WHAT YOU NEED TO DO —
Reprint the listing. Every line must match the original exactly.

RECORDS PROVIDED —
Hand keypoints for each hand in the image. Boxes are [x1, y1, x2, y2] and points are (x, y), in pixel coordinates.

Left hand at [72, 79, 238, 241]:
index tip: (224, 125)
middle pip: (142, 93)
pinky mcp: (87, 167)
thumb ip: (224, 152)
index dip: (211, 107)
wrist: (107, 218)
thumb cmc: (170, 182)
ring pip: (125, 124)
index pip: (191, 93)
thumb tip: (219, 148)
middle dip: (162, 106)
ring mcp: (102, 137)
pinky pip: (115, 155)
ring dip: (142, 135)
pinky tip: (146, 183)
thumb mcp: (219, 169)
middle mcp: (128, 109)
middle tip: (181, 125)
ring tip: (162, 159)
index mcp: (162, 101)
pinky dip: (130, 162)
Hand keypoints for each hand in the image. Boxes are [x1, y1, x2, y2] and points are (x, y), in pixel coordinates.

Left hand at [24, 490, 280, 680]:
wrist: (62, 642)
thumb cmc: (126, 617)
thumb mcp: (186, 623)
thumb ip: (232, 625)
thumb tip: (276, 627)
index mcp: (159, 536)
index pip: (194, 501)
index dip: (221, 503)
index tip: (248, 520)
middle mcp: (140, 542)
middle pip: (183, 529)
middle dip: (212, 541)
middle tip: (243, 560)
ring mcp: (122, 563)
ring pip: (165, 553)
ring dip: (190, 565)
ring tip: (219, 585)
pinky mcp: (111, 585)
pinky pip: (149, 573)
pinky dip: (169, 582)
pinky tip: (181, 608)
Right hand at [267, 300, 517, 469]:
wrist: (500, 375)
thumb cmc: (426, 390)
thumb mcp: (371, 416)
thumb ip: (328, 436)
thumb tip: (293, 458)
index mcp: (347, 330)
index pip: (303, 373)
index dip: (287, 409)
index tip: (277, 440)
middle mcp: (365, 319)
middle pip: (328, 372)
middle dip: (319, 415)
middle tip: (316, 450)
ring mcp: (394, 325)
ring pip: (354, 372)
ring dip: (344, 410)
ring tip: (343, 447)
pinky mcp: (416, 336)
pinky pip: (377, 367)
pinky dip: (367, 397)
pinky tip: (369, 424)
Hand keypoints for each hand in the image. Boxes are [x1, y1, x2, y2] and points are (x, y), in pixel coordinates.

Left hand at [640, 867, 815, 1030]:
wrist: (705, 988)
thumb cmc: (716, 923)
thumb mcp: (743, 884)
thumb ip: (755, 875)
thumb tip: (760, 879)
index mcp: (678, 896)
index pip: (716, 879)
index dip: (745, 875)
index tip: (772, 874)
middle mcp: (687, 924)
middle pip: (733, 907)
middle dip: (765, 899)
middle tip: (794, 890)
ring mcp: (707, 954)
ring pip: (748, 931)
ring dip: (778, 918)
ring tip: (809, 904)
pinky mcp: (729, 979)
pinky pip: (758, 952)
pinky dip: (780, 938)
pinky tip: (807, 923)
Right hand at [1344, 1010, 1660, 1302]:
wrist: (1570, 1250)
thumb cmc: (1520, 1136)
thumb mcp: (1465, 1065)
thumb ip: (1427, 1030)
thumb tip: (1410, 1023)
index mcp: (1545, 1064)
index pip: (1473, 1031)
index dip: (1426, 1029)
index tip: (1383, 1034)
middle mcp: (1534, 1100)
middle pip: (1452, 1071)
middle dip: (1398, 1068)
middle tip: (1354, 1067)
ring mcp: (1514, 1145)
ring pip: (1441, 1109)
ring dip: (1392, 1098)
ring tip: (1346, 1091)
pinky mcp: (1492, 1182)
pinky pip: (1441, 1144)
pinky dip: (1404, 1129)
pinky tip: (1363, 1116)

ANSWER BOX —
Hand keypoints for each hand in the image. Boxes are [x1, y1, x2, y2] and points are (x, y), in pixel coordinates.

Left hand at [72, 79, 238, 241]:
index tip: (224, 125)
middle pip: (142, 93)
pinky mcp: (87, 167)
thumb ip: (224, 152)
index dip: (211, 107)
wrist: (107, 218)
thumb cmc: (170, 182)
ring pip: (125, 124)
index pip: (191, 93)
thumb tip: (219, 148)
middle dip: (162, 106)
ring mcp: (102, 137)
pinky pip: (115, 155)
ring dip: (142, 135)
pinky tip: (146, 183)
thumb mcp: (219, 169)
middle mcp: (128, 109)
middle tip: (181, 125)
ring tip: (162, 159)
index mcp: (162, 101)
pinky dip: (130, 162)
Hand keypoints for each hand in the image. Boxes are [x1, y1, x2, y2] and points are (x, y), in pixel coordinates.

Left hand at [24, 490, 280, 680]:
wrist: (62, 642)
thumb cmc: (126, 617)
thumb mcp: (186, 623)
thumb ip: (232, 625)
thumb tip: (276, 627)
index mcp: (159, 536)
index pip: (194, 501)
index dip: (221, 503)
index tip: (248, 520)
middle mcp: (140, 542)
middle pip: (183, 529)
middle dip: (212, 541)
middle tip: (243, 560)
ring mcp: (122, 563)
ring pip: (165, 553)
ring dip: (190, 565)
ring tip: (219, 585)
pinky mcp: (111, 585)
pinky pip: (149, 573)
pinky dip: (169, 582)
pinky tip: (181, 608)
Right hand at [267, 300, 517, 469]:
wrist: (500, 375)
thumb cmc: (426, 390)
thumb mcp: (371, 416)
thumb ip: (328, 436)
thumb tip: (293, 458)
index mcp: (347, 330)
index pip: (303, 373)
index dip: (287, 409)
index tip: (277, 440)
middle mcp: (365, 319)
middle pip: (328, 372)
middle dip: (319, 415)
middle tip: (316, 450)
ring mcp: (394, 325)
ring pip: (354, 372)
ring dip: (344, 410)
ring tip: (343, 447)
pinky mcp: (416, 336)
pinky pip: (377, 367)
pinky dip: (367, 397)
pinky tip: (369, 424)
Hand keypoints for each hand in the image. Boxes are [x1, y1, x2, y2] and points are (x, y), in pixel coordinates.

Left hand at [640, 867, 815, 1030]:
wrist: (705, 988)
thumb cmc: (716, 923)
thumb mcp: (743, 884)
thumb ip: (755, 875)
thumb tip: (760, 879)
index mcp: (678, 896)
index pip: (716, 879)
index dip: (745, 875)
index tip: (772, 874)
middle mcp: (687, 924)
middle pip: (733, 907)
middle dip: (765, 899)
middle tip: (794, 890)
ring mcp: (707, 954)
ring pip: (748, 931)
ring dip: (778, 918)
ring tip: (809, 904)
pinky mcp: (729, 979)
pinky pip: (758, 952)
pinky dip: (780, 938)
pinky tip: (807, 923)
Right hand at [1344, 1010, 1660, 1302]:
wrist: (1570, 1250)
thumb cmc: (1520, 1136)
thumb mcp: (1465, 1065)
thumb ip: (1427, 1030)
thumb tip: (1410, 1023)
index mcp: (1545, 1064)
index pip: (1473, 1031)
index dip: (1426, 1029)
index tip: (1383, 1034)
middle mcp: (1534, 1100)
middle pip: (1452, 1071)
middle dip: (1398, 1068)
middle tip: (1354, 1067)
ring mcp: (1514, 1145)
ring pip: (1441, 1109)
ring dip: (1392, 1098)
ring tip: (1346, 1091)
pinky mcp: (1492, 1182)
pinky pip: (1441, 1144)
pinky dip: (1404, 1129)
pinky tip: (1363, 1116)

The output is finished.